New postulant Gráinne McElwee, a finance graduate from Northern
Ireland, who worked with the Council for Catholic Maintained Schools
(CCMS) in the diocese of Down and Connor, joins novice and former BBC
journalist Martina Purdy as well as former lawyer Elaine Kelly.
Meanwhile, in Galway, the Poor Clares have been celebrating 375 years
in the city as well as the arrival of new postulant Sr Clare Marie of
the Holy Trinity.
She cannot be identified as the community wish to give the young woman “the fullest possible freedom” to discern her calling.
According to the Poor Clares, the reception ceremony for Sr Clare Marie of the Holy Trinity was “very moving”.
“It is always touching to witness the generous self-offering, as a
person gives themselves over to the Lord in love. A particularly
poignant part of this ceremony is when the person’s hair is cut,
symbolising their consecration to God, in imitation of the way St
Francis cut St Clare’s hair.”
The Poor Clares trace their roots back to Venerable Mary Ward
(1585–1645), the Englishwoman who founded the Loreto Sisters and the
Congregation of Jesus. In Gravelines in Flanders she made her very first
foundation for an English-speaking community of Poor Clares in 1609.
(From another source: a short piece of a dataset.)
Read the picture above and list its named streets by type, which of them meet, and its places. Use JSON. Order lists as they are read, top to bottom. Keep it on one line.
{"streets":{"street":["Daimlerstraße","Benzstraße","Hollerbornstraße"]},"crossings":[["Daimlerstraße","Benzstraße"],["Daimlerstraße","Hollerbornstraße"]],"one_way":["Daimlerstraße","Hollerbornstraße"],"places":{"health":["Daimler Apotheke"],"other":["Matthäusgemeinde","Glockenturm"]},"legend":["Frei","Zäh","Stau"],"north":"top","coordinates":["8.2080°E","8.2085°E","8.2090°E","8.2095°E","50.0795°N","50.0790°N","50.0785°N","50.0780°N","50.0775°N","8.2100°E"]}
That seed has survived down four centuries to the Nun’s Island community in Galway.
Last Thursday week, Pope Francis celebrated Mass for the Feast of the
Presentation of the Lord and commemorated the 21st annual World Day for
Consecrated Life.
In his homily, the Pope told consecrated women and men that they have inherited a hymn of hope from their elders.
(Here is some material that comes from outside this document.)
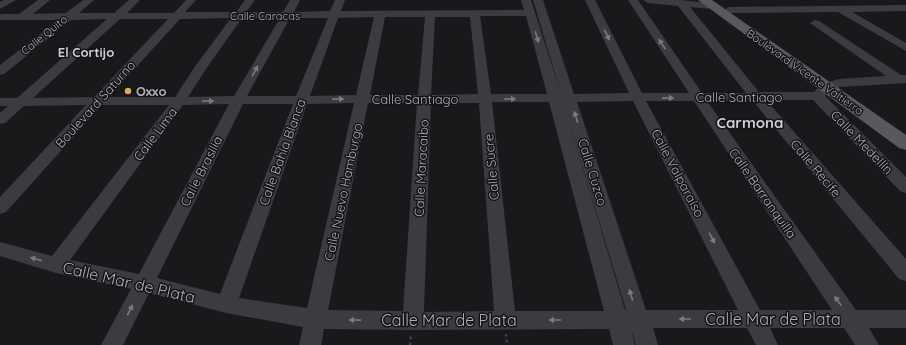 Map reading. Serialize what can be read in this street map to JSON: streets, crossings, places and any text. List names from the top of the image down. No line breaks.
{"streets":{"main road":["Boulevard Vicente Valtierra"],"street":["Calle Caracas","Calle Quito","Calle Santiago","Boulevard Saturno","Calle Lima","Calle Medellín","Calle Bahía Blanca","Calle Sucre","Calle Maracaibo","Calle Recife","Calle Brasilia","Calle Cuzco","Calle Valparaíso","Calle Nuevo Hamburgo","Calle Barranquilla","Calle Mar de Plata"]},"crossings":[["Calle Caracas","Calle Quito"],["Calle Caracas","Boulevard Saturno"],["Calle Caracas","Calle Lima"],["Calle Caracas","Calle Bahía Blanca"],["Calle Caracas","Calle Sucre"],["Calle Caracas","Calle Maracaibo"],["Calle Caracas","Calle Brasilia"],["Calle Caracas","Calle Cuzco"],["Calle Caracas","Calle Nuevo Hamburgo"],["Boulevard Vicente Valtierra","Calle Santiago"],["Boulevard Vicente Valtierra","Calle Medellín"],["Calle Santiago","Boulevard Saturno"],["Calle Santiago","Calle Lima"],["Calle Santiago","Calle Medellín"],["Calle Santiago","Calle Bahía Blanca"],["Calle Santiago","Calle Sucre"],["Calle Santiago","Calle Maracaibo"],["Calle Santiago","Calle Recife"],["Calle Santiago","Calle Brasilia"],["Calle Santiago","Calle Cuzco"],["Calle Santiago","Calle Valparaíso"],["Calle Santiago","Calle Nuevo Hamburgo"],["Calle Santiago","Calle Barranquilla"],["Calle Lima","Calle Mar de Plata"],["Calle Bahía Blanca","Calle Mar de Plata"],["Calle Sucre","Calle Mar de Plata"],["Calle Maracaibo","Calle Mar de Plata"],["Calle Brasilia","Calle Mar de Plata"],["Calle Cuzco","Calle Mar de Plata"],["Calle Valparaíso","Calle Mar de Plata"],["Calle Nuevo Hamburgo","Calle Mar de Plata"],["Calle Barranquilla","Calle Mar de Plata"]],"one_way":["Calle Brasilia","Calle Valparaíso","Calle Barranquilla","Calle Mar de Plata"],"districts":["El Cortijo","Carmona"],"places":["Oxxo"]}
“We are heirs to the dreams of our elders, heirs to the hope that did
not disappoint our founding mothers and fathers, our older brothers and
sisters. We are heirs to those who have gone before us and had the
courage to dream. Like them, we too want to sing, ‘God does not deceive;
hope in him does not disappoint.’ God comes to meet his people,” the
Jesuit Pope said.
Urging religious men and women to take up the dreams of their elders,
“so that we can prophesy in our day and once more encounter what
originally set our hearts afire”, he said this attitude would make them
fruitful.
“Most importantly, it will protect us from a temptation that can make
our consecrated life barren: the temptation of survival. An evil that
can gradually take root within us and within our communities.”
He warned that the mentality of survival “makes us reactionaries,
fearful, slowly and silently shutting ourselves up in our houses and in
our own preconceived notions. It makes us look back, to the glory days –
days that are past – and rather than rekindling the prophetic
creativity born of our founders’ dreams, it looks for shortcuts in order
to evade the challenges knocking on our doors today.”
The Argentinian Jesuit continued, “A survival mentality robs our
charisms of power, because it leads us to ‘domesticate’ them, to make
them ‘user-friendly’, robbing them of their original creative force. It
makes us want to protect spaces, buildings and structures, rather than
to encourage new initiatives. The temptation of survival makes us forget
grace; it turns us into professionals of the sacred but not fathers and
mothers, brothers and sisters of that hope to which we are called to
bear prophetic witness.
“An environment of survival withers the hearts of our elderly, taking
away their ability to dream. In this way, it cripples the prophecy that
our young are called to proclaim and work to achieve.”